PROMPT
Each record, minus any picture, should be returned exactly as written.
--- RECORDS FOR PROCESSING Enclosed Below ---
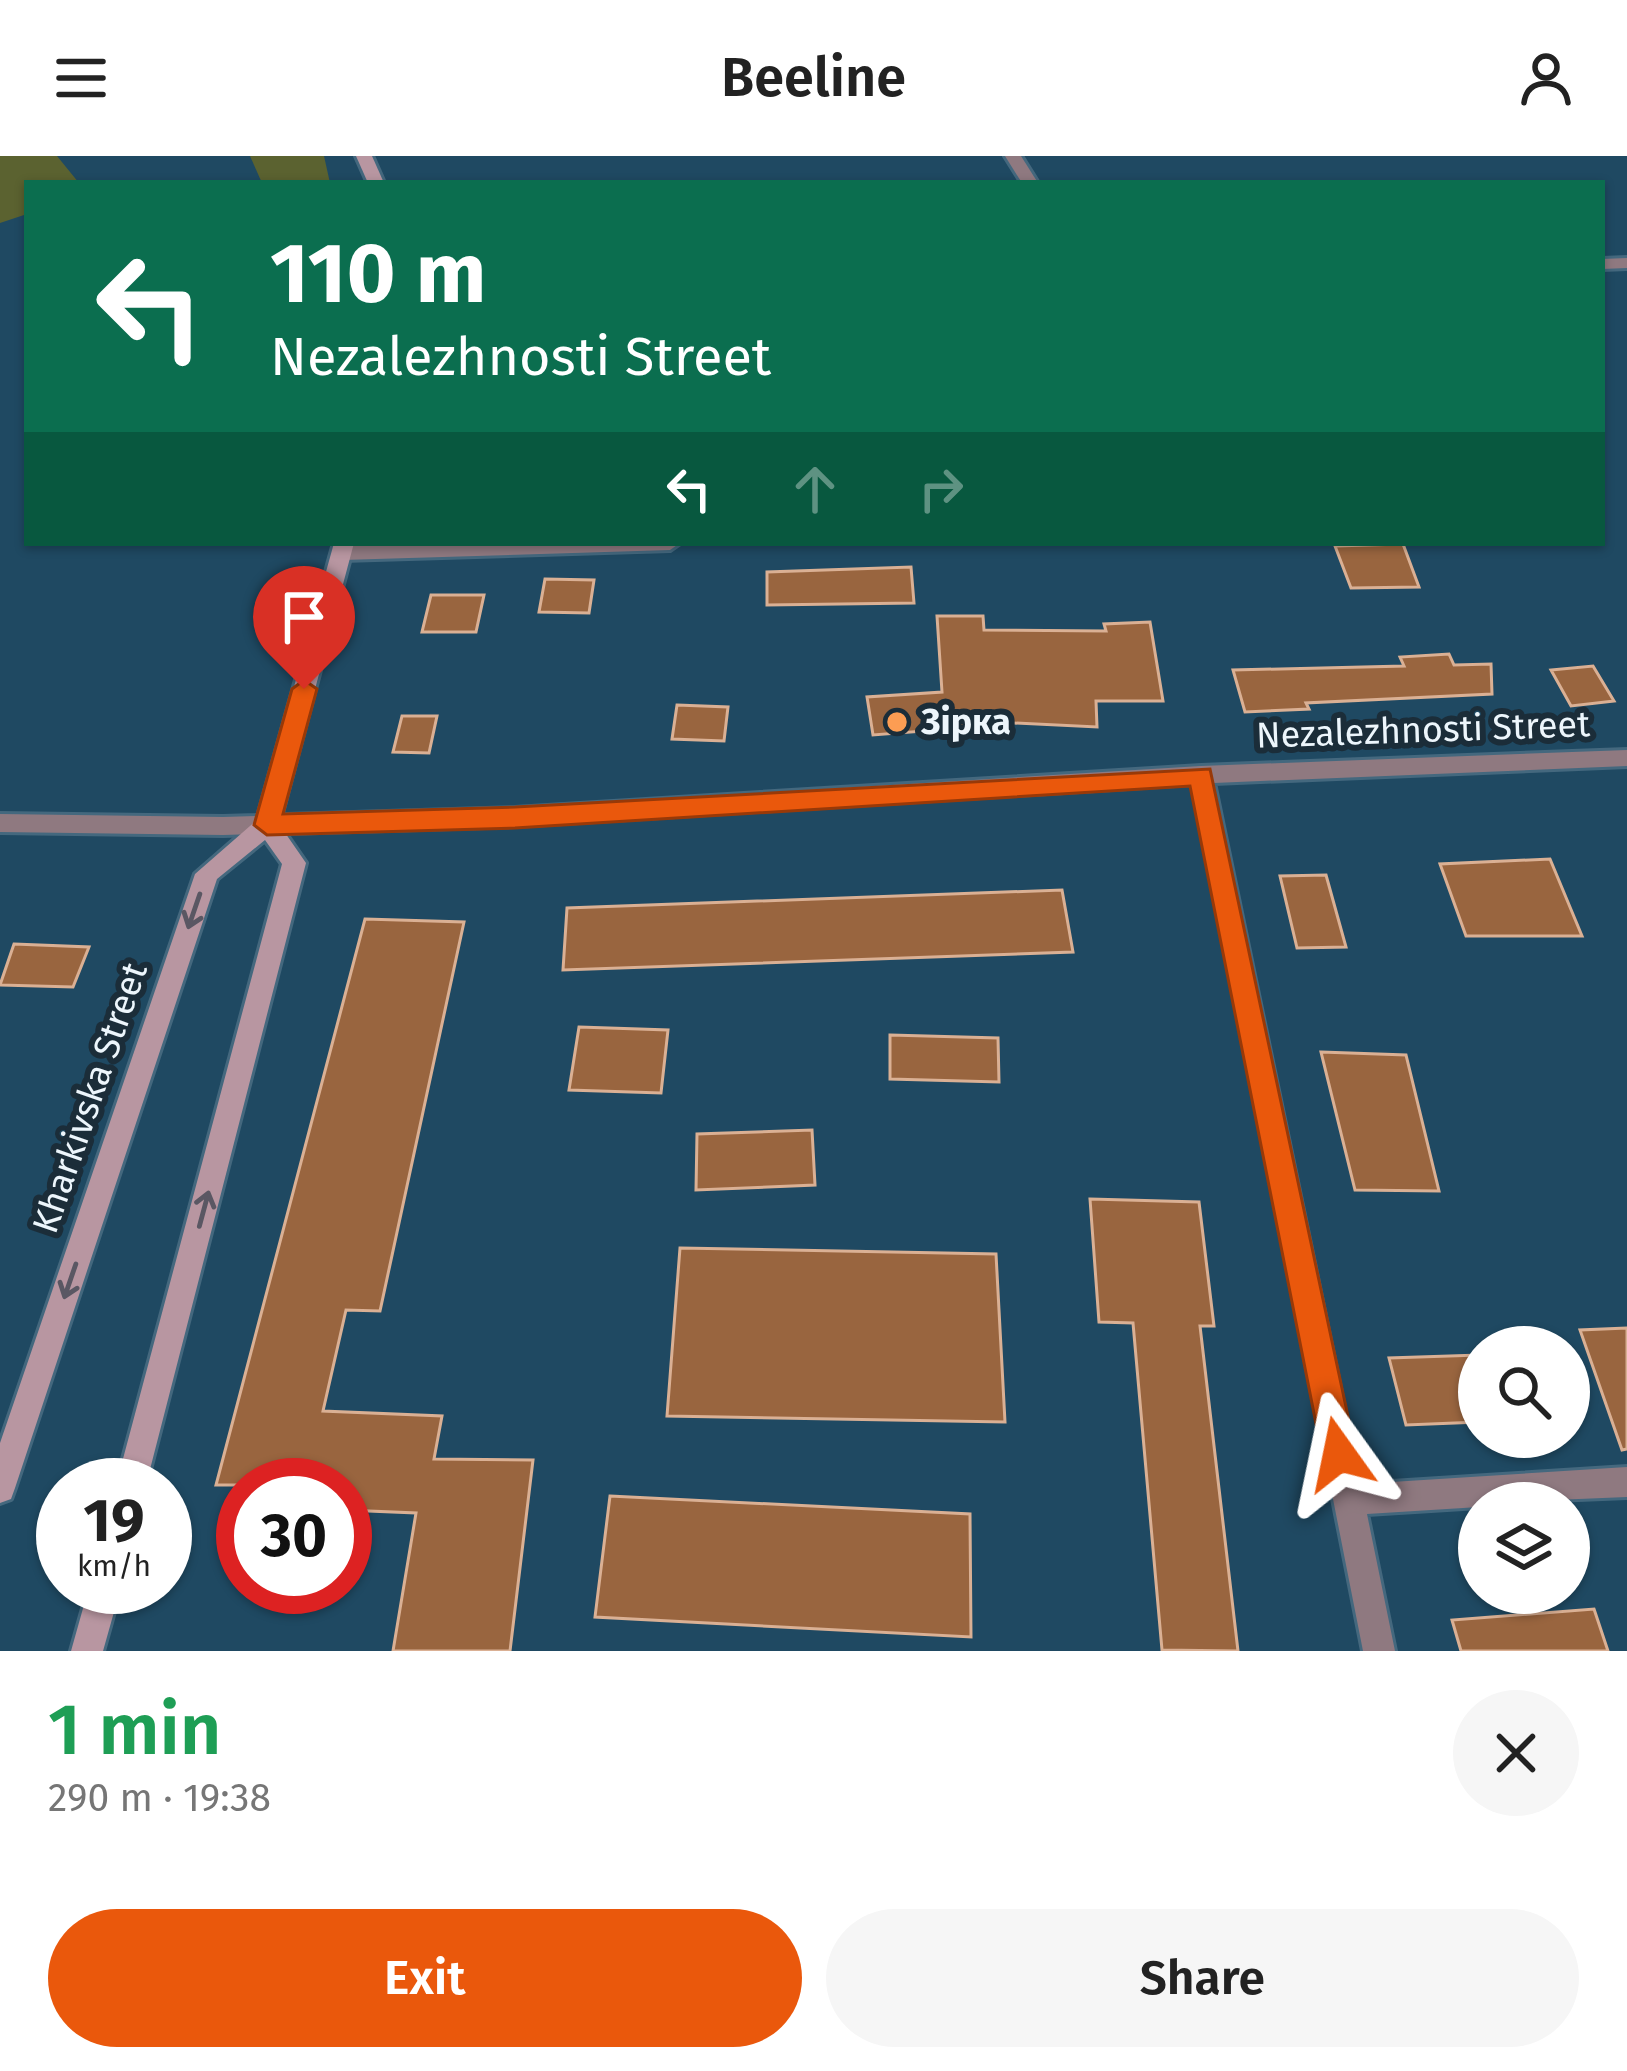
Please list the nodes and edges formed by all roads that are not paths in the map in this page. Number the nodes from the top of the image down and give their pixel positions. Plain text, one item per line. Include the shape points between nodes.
1 (474, 546) edge
2 (343, 548) edge
3 (1627, 758) edge
4 (1201, 776) junction
5 (0, 823) edge
6 (267, 825) junction
7 (138, 1458) edge
8 (1627, 1482) edge
9 (0, 1489) edge
10 (1348, 1500) junction
11 (97, 1614) edge
12 (87, 1651) edge
13 (1379, 1651) edge

1 - 2 street
2 - 6 street
3 - 4 street, Nezalezhnosti Street
4 - 6 street, Nezalezhnosti Street via 515,818
4 - 10 street
5 - 6 street, Nezalezhnosti Street
7 -> 6 street via 294,862
6 -> 9 street, Kharkivska Street via 207,874
8 - 10 street
10 - 13 street
11 - 12 street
--- End of Enclosed RECORDS FOR PROCESSING ---
TASK RESULT
Please list the nodes and edges formed by all roads that are not paths in the map in this page. Number the nodes from the top of the image down and give their pixel positions. Plain text, one item per line. Include the shape points between nodes.
1 (474, 546) edge
2 (343, 548) edge
3 (1627, 758) edge
4 (1201, 776) junction
5 (0, 823) edge
6 (267, 825) junction
7 (138, 1458) edge
8 (1627, 1482) edge
9 (0, 1489) edge
10 (1348, 1500) junction
11 (97, 1614) edge
12 (87, 1651) edge
13 (1379, 1651) edge

1 - 2 street
2 - 6 street
3 - 4 street, Nezalezhnosti Street
4 - 6 street, Nezalezhnosti Street via 515,818
4 - 10 street
5 - 6 street, Nezalezhnosti Street
7 -> 6 street via 294,862
6 -> 9 street, Kharkivska Street via 207,874
8 - 10 street
10 - 13 street
11 - 12 street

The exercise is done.